The experimental confirmation of any theory can be obtained by several ways.

1. Quantitative revision of the known facts which were partially described and explained.

2. Explanation of the known facts of unknown nature.

3. Detection of new facts predicted by the theory.

4. New interpretation of the well-known facts which have explanations.

In the case of the ТСS all the clauses are possible, but at the present moment the fourth one is most accessible and convincing, though others are not eliminated also in due course.

A new interpretation of the known facts has the advantage before existing ones in the case of the reduction of the number of initial unprovable a priory rules and postulates and in the case of the possibility of the explanation and generalization of a large body of empirical data.

In the context of the problems considered, the multistage scheme of experimental confirmation of TCS aspects is possible.

1. The main TCS aspects are verified by functional and structural similarity of a number of basic laws and aspects of different branches of physics, which, in their turn, are verified or established experimentally.

2. The developed model of the generalized physical process substantiates the existence of essentially new process of interaction of mass, charge, magnetized body, and other objects with environment, in particular, with physical vacuum (including the propagation of some hypothetical differently directed flows between them).

3. The indicated process allows one to use the unified approach in order to interpret a lot of known fundamental experimental data explained earlier by a considerable set of separate, special, irrelevant empirical relations, effects, rules, principles, and postulates. In particular, the model can explain or justify the following hypotheses, laws, and experimental data in the framework of the unified approach:

1. Inertial law.

2. Laws of attraction-repulsion.

2.1. Law of universal gravitation.

2.2. Coulomb's law.

3. Principle of equivalency of inertial force and gravity force.

4. Postulates of the theory of relativity and their experimental validation.

5. Hypotheses of space and time relativity.

6. Inertial frame.

7. Relation Δ/А.

8. "Curvature" of space in a gravitational field.

9. The absence of the expansion of the Universe and the uselessness of the corresponding assumptions.

Table 6 lists the results of the comparative analysis of the existing explanations of the above-mentioned facts from the viewpoint of the process of mass (charge) interaction with environment, in particular, with physical vacuum.
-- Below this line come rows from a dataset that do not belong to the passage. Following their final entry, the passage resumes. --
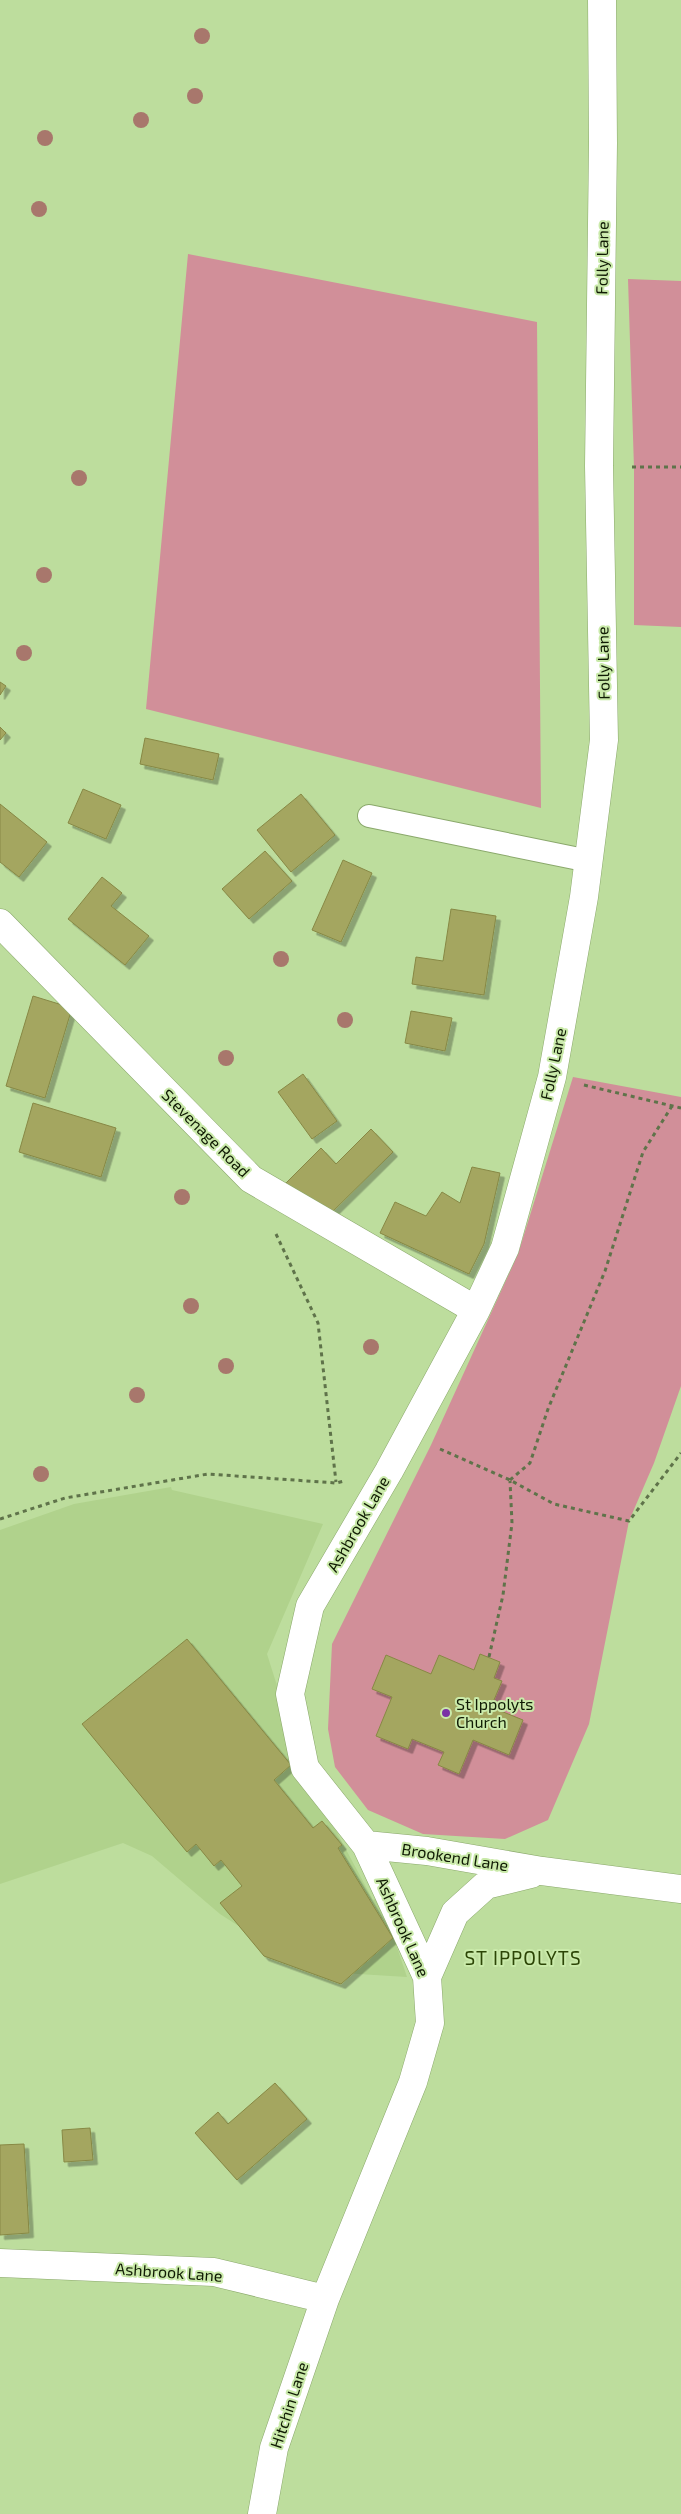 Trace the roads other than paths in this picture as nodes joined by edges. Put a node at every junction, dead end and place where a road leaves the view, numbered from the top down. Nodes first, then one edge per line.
1 (602, 0) edge
2 (369, 816) dead end
3 (589, 861) junction
4 (0, 923) edge
5 (476, 1310) junction
6 (366, 1845) junction
7 (542, 1871) junction
8 (681, 1889) edge
9 (427, 1978) junction
10 (0, 2263) edge
11 (325, 2299) junction
12 (262, 2514) edge

1 - 3 street, Folly Lane
2 - 3 lane
3 - 5 street, Folly Lane
4 - 5 street, Stevenage Road
5 - 6 street, Ashbrook Lane
6 - 7 street, Brookend Lane
6 - 9 street, Ashbrook Lane
7 - 8 street, Brookend Lane
7 - 9 street, Brookend Lane
9 - 11 street, Ashbrook Lane
10 - 11 street, Ashbrook Lane
11 - 12 street, Hitchin Lane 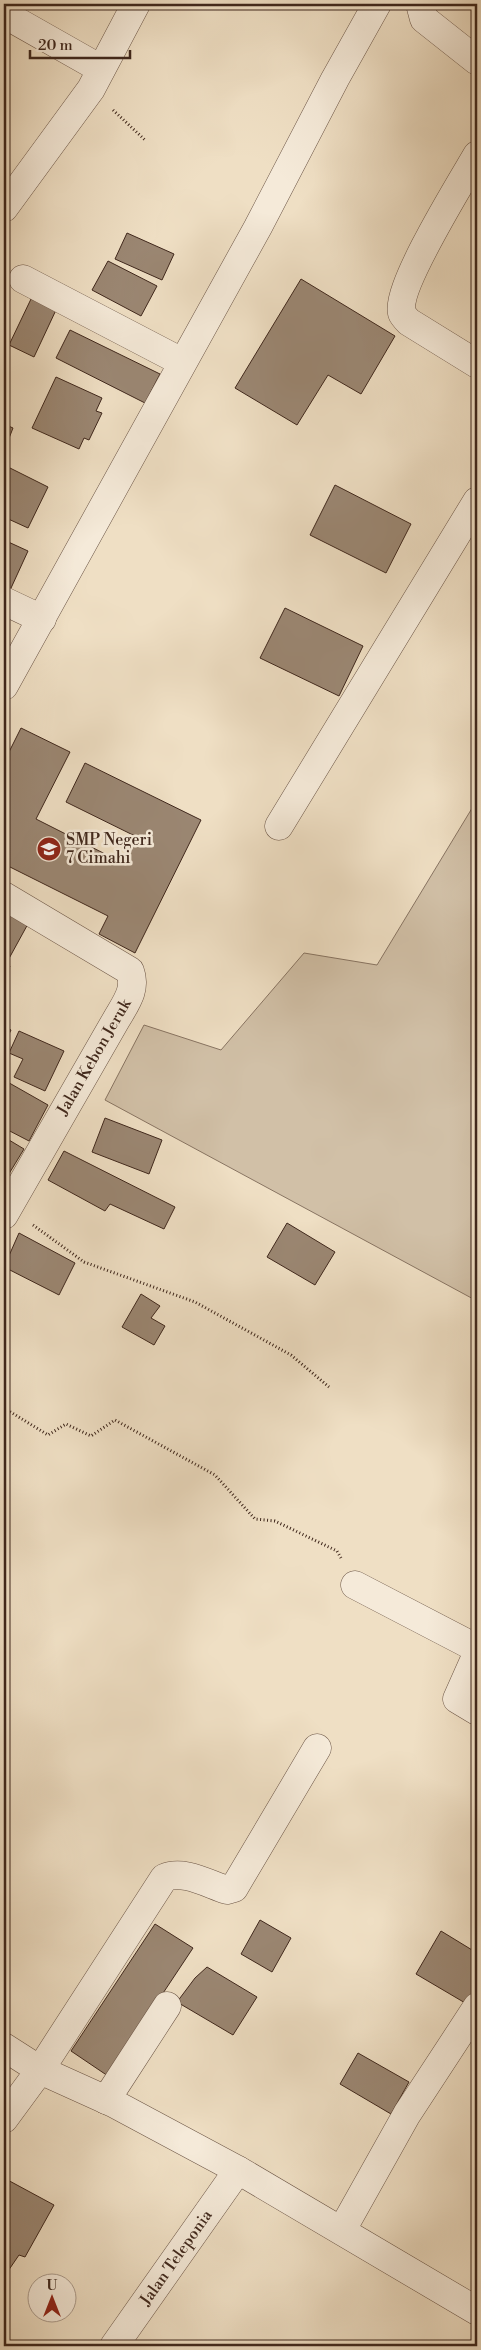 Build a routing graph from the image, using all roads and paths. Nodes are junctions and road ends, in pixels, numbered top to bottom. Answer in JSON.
{"nodes":[{"id":1,"x":136,"y":4,"type":"edge"},
{"id":2,"x":377,"y":4,"type":"edge"},
{"id":3,"x":420,"y":4,"type":"edge"},
{"id":4,"x":4,"y":14,"type":"edge"},
{"id":5,"x":477,"y":61,"type":"edge"},
{"id":6,"x":96,"y":79,"type":"junction"},
{"id":7,"x":145,"y":140,"type":"dead end"},
{"id":8,"x":477,"y":155,"type":"edge"},
{"id":9,"x":4,"y":208,"type":"edge"},
{"id":10,"x":23,"y":280,"type":"dead end"},
{"id":11,"x":182,"y":362,"type":"junction"},
{"id":12,"x":477,"y":364,"type":"edge"},
{"id":13,"x":477,"y":501,"type":"edge"},
{"id":14,"x":4,"y":602,"type":"edge"},
{"id":15,"x":42,"y":619,"type":"junction"},
{"id":16,"x":11,"y":655,"type":"edge"},
{"id":17,"x":4,"y":686,"type":"edge"},
{"id":18,"x":279,"y":826,"type":"dead end"},
{"id":19,"x":4,"y":896,"type":"edge"},
{"id":20,"x":6,"y":1212,"type":"edge"},
{"id":21,"x":329,"y":1387,"type":"dead end"},
{"id":22,"x":4,"y":1408,"type":"edge"},
{"id":23,"x":354,"y":1585,"type":"joint"},
{"id":24,"x":477,"y":1653,"type":"edge"},
{"id":25,"x":477,"y":1711,"type":"edge"},
{"id":26,"x":316,"y":1748,"type":"dead end"},
{"id":27,"x":167,"y":2006,"type":"dead end"},
{"id":28,"x":477,"y":2007,"type":"edge"},
{"id":29,"x":4,"y":2047,"type":"edge"},
{"id":30,"x":40,"y":2070,"type":"junction"},
{"id":31,"x":106,"y":2100,"type":"junction"},
{"id":32,"x":4,"y":2119,"type":"edge"},
{"id":33,"x":238,"y":2170,"type":"junction"},
{"id":34,"x":342,"y":2230,"type":"junction"},
{"id":35,"x":477,"y":2311,"type":"edge"},
{"id":36,"x":114,"y":2346,"type":"edge"}],
"edges":[{"from":1,"to":6,"type":"street"},
{"from":2,"to":11,"type":"street"},
{"from":3,"to":5,"type":"street"},
{"from":4,"to":6,"type":"street"},
{"from":6,"to":7,"type":"path"},
{"from":6,"to":9,"type":"street"},
{"from":8,"to":12,"type":"street"},
{"from":10,"to":11,"type":"street"},
{"from":11,"to":15,"type":"street"},
{"from":13,"to":18,"type":"street"},
{"from":14,"to":15,"type":"street"},
{"from":15,"to":16,"type":"street"},
{"from":16,"to":17,"type":"street"},
{"from":19,"to":20,"type":"street","name":"Jalan Kebon Jeruk"},
{"from":20,"to":21,"type":"path"},
{"from":22,"to":23,"type":"path"},
{"from":23,"to":24,"type":"street"},
{"from":24,"to":25,"type":"street"},
{"from":26,"to":30,"type":"street"},
{"from":27,"to":31,"type":"street"},
{"from":28,"to":34,"type":"street"},
{"from":29,"to":30,"type":"street"},
{"from":30,"to":31,"type":"street"},
{"from":30,"to":32,"type":"street"},
{"from":31,"to":33,"type":"street"},
{"from":33,"to":34,"type":"street"},
{"from":33,"to":36,"type":"street","name":"Jalan Teleponia"},
{"from":34,"to":35,"type":"street"}]}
The analysis demonstrates that, as to the number of input data, the model of the generalized process (in particular, the process of mass interaction) is of the apparent advantage before the conventional interpretations of the known facts. Moreover, since the model of the generalized process is valid by definition for all branches of physics, the number of the facts explained with its help will probably grow, and this will consolidate its positions.

The effect of mass change in time while the interaction process is going on as well as the change of the mass in other kinds of interaction (e.g. electromagnetic) at their superposition are expected to provide future confirmation of the legitimacy of the model. Moreover, as the speed of light is different in the media with different optical densities, it should also differ in the media with different "aether" densities. Therefore, the speed c will depend on the intensity of mass interaction, i.e. it should be smaller in the regions with large gravitation. In particular, the speed of light at the Earth surface should be less than in space.

At present the new interpretation is basically of qualitative phenomenological nature. More solid evidences can be obtained in the case of quantitative investigations and descriptions.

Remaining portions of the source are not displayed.